• **Directions for this task**
Say how many lines in the entries contain "WAKEFIELD", giving only the number.

• **Input records**
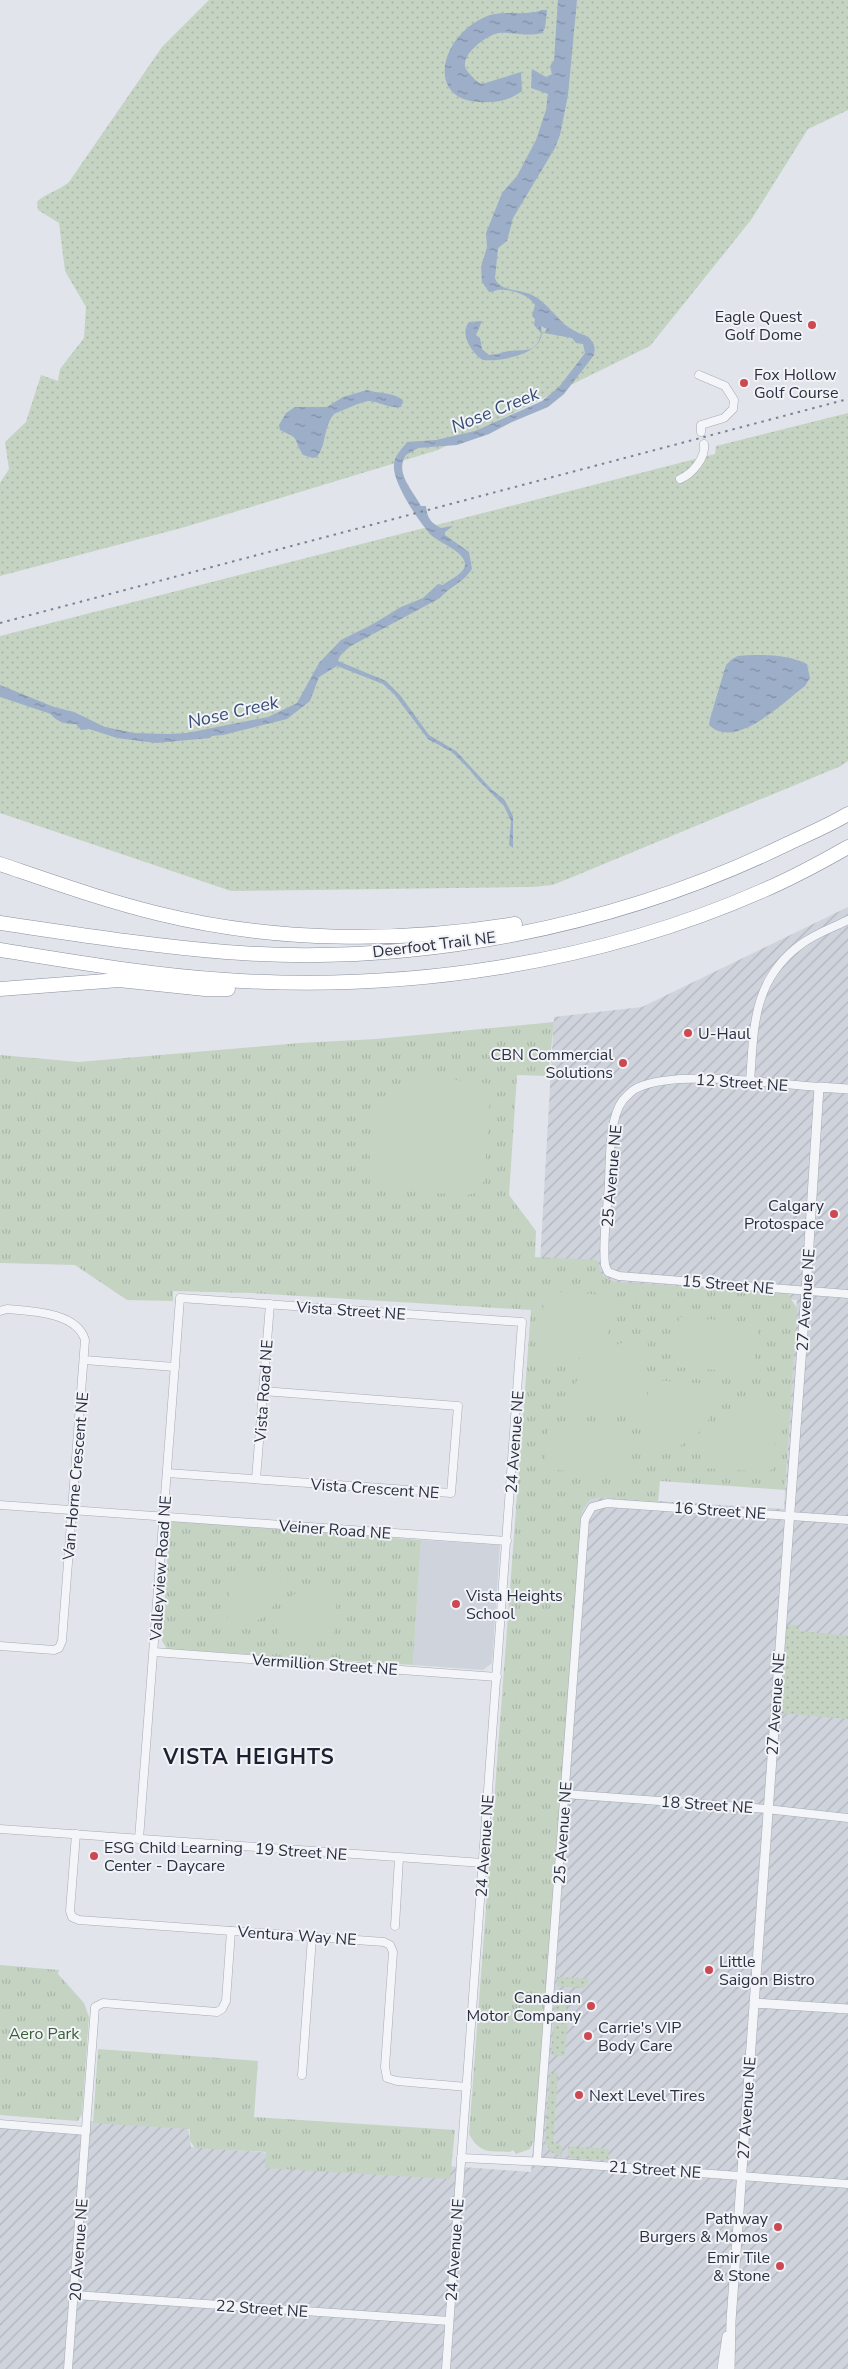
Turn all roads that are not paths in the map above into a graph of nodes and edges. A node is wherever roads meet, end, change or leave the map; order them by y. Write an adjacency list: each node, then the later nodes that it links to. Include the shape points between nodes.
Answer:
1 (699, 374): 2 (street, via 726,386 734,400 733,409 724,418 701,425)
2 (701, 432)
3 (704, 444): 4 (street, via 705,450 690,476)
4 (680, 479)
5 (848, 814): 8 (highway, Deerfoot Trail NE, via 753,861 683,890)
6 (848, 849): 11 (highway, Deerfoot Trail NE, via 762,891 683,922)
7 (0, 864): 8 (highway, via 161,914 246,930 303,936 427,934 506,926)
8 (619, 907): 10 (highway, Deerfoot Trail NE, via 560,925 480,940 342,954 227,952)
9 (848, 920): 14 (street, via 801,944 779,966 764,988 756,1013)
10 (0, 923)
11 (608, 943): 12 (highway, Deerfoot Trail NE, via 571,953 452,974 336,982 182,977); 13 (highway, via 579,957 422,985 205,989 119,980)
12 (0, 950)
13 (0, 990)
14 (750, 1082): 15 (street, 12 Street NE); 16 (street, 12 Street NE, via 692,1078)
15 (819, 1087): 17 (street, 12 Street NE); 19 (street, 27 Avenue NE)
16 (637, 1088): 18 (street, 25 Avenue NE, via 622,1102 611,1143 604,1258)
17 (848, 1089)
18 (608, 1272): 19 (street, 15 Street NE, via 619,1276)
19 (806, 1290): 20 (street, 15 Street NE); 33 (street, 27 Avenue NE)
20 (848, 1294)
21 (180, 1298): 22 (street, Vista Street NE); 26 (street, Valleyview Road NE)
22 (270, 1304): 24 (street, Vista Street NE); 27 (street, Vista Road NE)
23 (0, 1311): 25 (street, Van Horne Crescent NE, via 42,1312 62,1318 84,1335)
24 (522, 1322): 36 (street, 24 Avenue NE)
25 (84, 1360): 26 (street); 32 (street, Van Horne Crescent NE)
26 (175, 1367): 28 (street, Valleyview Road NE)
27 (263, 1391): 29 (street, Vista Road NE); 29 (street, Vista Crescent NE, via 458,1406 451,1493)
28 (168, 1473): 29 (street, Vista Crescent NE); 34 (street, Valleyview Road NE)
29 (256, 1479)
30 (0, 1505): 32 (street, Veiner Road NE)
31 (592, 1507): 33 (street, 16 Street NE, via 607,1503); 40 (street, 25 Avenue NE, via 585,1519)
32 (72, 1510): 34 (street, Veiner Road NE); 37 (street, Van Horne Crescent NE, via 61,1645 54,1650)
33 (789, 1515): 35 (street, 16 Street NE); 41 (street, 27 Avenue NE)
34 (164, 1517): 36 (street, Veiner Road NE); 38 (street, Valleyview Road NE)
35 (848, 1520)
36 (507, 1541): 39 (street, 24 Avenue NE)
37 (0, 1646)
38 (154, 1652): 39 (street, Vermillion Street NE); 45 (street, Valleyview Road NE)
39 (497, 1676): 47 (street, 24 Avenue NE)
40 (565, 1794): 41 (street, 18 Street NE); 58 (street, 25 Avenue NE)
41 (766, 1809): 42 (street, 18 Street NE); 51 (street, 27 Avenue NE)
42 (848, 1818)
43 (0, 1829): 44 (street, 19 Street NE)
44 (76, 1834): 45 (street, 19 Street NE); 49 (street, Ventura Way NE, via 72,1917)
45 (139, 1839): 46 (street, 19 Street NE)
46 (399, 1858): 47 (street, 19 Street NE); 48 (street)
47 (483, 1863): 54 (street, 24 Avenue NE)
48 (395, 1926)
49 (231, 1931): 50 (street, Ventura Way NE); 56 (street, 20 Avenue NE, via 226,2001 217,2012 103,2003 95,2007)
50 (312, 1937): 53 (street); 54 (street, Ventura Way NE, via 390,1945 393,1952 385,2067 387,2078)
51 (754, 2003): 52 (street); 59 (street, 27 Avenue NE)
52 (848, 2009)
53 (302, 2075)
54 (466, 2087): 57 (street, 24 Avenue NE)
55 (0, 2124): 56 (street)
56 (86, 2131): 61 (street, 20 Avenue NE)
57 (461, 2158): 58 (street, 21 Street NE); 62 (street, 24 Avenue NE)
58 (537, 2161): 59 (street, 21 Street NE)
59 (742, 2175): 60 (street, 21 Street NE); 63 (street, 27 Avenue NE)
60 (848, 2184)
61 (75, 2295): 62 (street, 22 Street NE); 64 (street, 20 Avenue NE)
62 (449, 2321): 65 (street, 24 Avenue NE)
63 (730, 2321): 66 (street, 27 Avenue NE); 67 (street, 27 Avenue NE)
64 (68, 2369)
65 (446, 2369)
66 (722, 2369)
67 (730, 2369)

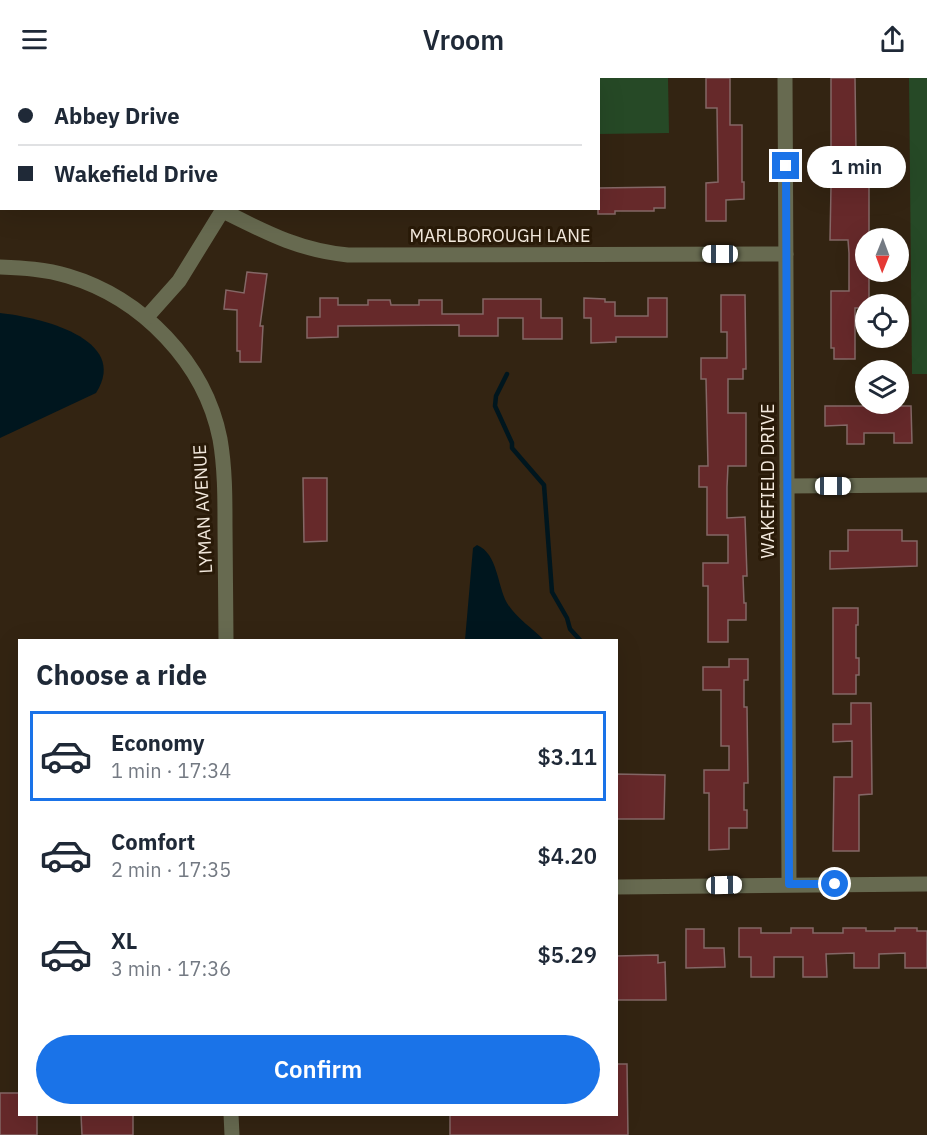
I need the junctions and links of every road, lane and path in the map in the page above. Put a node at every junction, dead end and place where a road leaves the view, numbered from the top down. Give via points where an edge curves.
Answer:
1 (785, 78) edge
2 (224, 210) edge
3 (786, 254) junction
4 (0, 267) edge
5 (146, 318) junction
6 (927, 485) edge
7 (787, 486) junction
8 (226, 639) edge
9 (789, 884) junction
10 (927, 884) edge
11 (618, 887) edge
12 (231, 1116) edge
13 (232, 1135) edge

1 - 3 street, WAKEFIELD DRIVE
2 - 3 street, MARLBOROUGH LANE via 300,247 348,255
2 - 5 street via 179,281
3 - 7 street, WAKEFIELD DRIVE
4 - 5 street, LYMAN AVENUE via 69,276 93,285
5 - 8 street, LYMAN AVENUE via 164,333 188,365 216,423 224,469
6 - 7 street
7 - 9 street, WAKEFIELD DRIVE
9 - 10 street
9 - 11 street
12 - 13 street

• **Response**
3